The specialty coffee world spent much of the last decade in an arms race toward the lightest possible roast. The logic was sound: if you're sourcing exceptional coffee at great cost, why obscure its origin character with heavy roasting? A light roast preserves the fruit acids, floral aromatics, and terroir that make a Kenya or Ethiopian stand apart from any other on earth.
But we've arrived at a more nuanced view. The right roast level is the one that makes a specific coffee taste best — and that isn't always light.
What roasting actually does: During roasting, the Maillard reaction and caramelisation transform simple sugars and amino acids into hundreds of new compounds. These reactions begin around 150°C and intensify as the roast progresses. Light roasts preserve more of the original "green" character — fruit acids, florals, and terroir — while darker roasts develop roast-specific flavours: chocolate, caramel, smoke, and bittersweet compounds that can be beautiful in their own right.

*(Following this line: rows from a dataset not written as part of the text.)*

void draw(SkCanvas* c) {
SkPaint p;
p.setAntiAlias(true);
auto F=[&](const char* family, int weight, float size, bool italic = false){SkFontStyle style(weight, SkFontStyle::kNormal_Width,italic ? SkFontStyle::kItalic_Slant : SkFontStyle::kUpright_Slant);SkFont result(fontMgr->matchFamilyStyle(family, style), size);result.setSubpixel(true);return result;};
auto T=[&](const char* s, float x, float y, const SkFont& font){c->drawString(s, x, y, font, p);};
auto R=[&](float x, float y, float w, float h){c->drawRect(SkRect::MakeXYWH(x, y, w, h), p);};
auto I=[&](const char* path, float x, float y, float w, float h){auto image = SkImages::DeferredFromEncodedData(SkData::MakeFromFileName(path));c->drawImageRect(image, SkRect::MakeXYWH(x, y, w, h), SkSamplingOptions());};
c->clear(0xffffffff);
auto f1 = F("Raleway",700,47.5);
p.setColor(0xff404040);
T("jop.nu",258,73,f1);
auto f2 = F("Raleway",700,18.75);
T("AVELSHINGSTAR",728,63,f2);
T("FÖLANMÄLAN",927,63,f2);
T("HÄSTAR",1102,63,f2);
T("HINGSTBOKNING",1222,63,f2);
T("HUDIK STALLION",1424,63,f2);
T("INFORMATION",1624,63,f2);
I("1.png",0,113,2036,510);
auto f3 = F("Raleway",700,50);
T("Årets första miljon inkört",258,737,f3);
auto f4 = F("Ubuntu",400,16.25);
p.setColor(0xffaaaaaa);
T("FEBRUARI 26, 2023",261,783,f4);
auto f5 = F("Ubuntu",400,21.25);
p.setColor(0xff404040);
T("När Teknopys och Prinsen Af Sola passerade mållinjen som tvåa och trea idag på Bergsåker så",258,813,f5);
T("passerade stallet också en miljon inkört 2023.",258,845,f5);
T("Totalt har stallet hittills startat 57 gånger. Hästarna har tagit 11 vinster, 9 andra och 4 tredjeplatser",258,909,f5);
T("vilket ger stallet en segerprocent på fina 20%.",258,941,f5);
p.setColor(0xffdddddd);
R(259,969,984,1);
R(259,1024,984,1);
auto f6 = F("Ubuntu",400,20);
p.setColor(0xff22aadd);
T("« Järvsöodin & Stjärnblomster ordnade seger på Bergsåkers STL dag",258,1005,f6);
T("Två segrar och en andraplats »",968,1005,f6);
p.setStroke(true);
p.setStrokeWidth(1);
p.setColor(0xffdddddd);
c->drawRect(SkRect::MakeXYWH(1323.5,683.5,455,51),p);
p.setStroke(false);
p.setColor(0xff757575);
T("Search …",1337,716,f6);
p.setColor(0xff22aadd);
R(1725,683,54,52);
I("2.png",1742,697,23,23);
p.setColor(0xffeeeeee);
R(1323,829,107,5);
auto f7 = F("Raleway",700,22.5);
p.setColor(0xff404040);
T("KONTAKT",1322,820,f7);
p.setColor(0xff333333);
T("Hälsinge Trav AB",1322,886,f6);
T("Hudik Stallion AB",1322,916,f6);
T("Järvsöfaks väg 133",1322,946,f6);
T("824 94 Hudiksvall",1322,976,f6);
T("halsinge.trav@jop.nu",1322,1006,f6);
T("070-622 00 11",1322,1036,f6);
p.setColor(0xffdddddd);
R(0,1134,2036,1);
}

When we roast light: Coffees with exceptional origin character — our Yirgacheffe Kochere, Kenya Thiriku, Rwanda Kanzu — deserve light development to let their terroir sing. These are coffees you're paying a premium for because of where and how they were grown. A medium roast on a 92-point Ethiopian is, frankly, a disservice.
When we go medium: Medium roasting is our most versatile tool. It's where we coax sweetness and body out of coffees that have the structure to support development — our Guatemala Las Palmas, our House Blend. A medium roast can elevate a good coffee into something exceptional by developing its natural sugars without obscuring its origin notes.
When we go dark: Our Sumatra Mandheling earns its dark roast. The wet-hulled processing creates a dense, heavy structure that can handle and even benefit from extended development. The roast-derived chocolate and cedar notes complement the earthy character that makes Sumatran coffee what it is. This isn't masking inferior quality — it's collaborating with the coffee's inherent nature.
At our roastery in the Mission, we roast in small batches on our modified Loring S15 Falcon. Every lot is profiled individually — we don't apply a house roast curve to every coffee. We're tasting constantly, dialling in each lot across multiple roast sessions until we find the expression that makes us stop and reach for more.